[[ Supplied material, beginning ]]
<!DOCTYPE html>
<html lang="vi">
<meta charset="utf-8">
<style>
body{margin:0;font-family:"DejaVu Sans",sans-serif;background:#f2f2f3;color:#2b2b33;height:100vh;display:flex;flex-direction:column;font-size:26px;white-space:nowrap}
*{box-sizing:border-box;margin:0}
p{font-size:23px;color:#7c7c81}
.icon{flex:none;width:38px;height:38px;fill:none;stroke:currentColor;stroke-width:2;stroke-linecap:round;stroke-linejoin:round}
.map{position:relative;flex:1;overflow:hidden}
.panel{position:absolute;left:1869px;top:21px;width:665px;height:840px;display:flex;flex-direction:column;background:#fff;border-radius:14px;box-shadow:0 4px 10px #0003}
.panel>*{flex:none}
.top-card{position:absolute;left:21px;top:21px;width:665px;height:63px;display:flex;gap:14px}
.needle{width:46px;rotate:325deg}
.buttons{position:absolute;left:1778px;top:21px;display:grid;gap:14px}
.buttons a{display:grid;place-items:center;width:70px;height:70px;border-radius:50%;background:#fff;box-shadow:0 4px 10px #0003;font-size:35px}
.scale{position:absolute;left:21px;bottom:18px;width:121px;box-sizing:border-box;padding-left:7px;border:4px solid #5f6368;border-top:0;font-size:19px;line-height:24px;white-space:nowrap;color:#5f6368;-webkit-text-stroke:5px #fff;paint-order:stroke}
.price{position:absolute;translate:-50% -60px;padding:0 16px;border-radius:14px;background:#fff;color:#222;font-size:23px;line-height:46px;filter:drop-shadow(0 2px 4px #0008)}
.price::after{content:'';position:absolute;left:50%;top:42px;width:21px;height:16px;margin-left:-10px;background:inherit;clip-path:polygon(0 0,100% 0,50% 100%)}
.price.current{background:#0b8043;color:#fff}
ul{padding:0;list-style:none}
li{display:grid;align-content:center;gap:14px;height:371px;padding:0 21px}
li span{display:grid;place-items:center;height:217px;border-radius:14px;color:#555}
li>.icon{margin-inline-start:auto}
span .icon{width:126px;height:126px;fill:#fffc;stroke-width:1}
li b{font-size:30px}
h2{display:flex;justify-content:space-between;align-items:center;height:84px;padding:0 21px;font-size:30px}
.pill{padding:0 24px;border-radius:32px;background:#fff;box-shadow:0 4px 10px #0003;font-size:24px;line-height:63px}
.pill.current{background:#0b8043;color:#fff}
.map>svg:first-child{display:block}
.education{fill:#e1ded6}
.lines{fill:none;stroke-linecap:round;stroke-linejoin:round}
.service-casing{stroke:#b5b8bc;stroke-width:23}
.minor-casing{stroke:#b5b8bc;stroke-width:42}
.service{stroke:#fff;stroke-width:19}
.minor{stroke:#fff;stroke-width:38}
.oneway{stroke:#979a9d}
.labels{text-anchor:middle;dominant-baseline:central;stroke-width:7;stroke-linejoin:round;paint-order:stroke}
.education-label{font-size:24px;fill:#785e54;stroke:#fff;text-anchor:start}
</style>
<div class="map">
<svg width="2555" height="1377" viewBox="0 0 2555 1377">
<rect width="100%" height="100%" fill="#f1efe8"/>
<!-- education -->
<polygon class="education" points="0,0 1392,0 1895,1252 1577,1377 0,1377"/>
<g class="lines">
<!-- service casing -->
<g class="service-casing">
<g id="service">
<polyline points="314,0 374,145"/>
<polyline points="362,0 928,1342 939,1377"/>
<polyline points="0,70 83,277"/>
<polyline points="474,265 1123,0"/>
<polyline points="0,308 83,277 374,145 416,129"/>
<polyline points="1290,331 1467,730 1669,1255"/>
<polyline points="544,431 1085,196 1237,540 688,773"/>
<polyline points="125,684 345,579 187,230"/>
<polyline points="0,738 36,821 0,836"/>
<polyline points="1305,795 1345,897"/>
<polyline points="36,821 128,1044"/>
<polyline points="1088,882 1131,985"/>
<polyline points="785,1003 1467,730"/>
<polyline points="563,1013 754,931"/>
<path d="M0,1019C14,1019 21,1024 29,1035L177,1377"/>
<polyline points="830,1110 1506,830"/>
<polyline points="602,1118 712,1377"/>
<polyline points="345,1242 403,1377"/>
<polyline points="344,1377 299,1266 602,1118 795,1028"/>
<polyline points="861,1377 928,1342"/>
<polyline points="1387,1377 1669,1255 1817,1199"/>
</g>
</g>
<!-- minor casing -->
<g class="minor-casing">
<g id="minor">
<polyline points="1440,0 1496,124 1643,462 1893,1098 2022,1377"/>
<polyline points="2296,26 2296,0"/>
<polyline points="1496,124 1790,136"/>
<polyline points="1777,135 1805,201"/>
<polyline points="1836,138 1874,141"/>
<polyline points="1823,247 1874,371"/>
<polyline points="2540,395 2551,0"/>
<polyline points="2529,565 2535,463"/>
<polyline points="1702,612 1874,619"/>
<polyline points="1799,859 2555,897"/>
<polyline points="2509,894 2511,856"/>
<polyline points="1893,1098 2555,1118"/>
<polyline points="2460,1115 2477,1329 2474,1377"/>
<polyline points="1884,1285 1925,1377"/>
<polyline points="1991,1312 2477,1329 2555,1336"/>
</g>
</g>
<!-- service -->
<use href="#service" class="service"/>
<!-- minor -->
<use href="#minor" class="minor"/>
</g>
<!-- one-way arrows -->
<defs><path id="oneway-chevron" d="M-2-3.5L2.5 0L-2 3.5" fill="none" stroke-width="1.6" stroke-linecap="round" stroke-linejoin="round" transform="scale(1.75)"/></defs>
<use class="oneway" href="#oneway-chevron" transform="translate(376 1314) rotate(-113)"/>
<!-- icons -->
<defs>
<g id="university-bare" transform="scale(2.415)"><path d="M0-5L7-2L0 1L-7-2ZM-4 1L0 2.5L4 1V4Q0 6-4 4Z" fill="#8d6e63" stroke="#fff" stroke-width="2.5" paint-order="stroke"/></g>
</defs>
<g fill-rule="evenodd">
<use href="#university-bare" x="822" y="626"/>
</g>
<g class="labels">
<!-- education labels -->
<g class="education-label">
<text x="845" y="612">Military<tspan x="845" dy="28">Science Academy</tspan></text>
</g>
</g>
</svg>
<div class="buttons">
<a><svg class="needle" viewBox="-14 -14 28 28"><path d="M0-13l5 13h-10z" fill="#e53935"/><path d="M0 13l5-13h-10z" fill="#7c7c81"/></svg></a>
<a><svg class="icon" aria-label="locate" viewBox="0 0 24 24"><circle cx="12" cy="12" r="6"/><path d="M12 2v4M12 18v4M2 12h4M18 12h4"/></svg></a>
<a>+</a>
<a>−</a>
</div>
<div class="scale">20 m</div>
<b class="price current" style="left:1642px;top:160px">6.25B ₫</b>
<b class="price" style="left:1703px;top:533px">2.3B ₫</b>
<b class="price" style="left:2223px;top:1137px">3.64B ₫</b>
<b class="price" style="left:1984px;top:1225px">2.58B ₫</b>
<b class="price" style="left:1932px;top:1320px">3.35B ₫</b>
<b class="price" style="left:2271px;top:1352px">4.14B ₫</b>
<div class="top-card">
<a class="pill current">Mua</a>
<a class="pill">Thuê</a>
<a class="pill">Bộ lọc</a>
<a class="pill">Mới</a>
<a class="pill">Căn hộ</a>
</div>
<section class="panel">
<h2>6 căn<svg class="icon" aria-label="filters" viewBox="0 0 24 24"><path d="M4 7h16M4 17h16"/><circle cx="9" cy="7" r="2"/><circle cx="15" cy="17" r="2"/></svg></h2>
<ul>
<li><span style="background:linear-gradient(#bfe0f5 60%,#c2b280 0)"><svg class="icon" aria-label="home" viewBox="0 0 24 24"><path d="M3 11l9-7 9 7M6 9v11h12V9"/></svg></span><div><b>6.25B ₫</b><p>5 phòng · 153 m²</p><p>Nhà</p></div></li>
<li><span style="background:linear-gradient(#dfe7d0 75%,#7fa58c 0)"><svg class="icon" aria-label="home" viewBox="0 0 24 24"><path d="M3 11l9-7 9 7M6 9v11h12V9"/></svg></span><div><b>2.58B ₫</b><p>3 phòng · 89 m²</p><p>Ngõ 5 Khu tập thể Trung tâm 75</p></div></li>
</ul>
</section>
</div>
[[ Supplied material, end ]]
Your instructions: Lines holding the word "sizing": say how many there are in the data, and nothing more.

Solved exercise: 2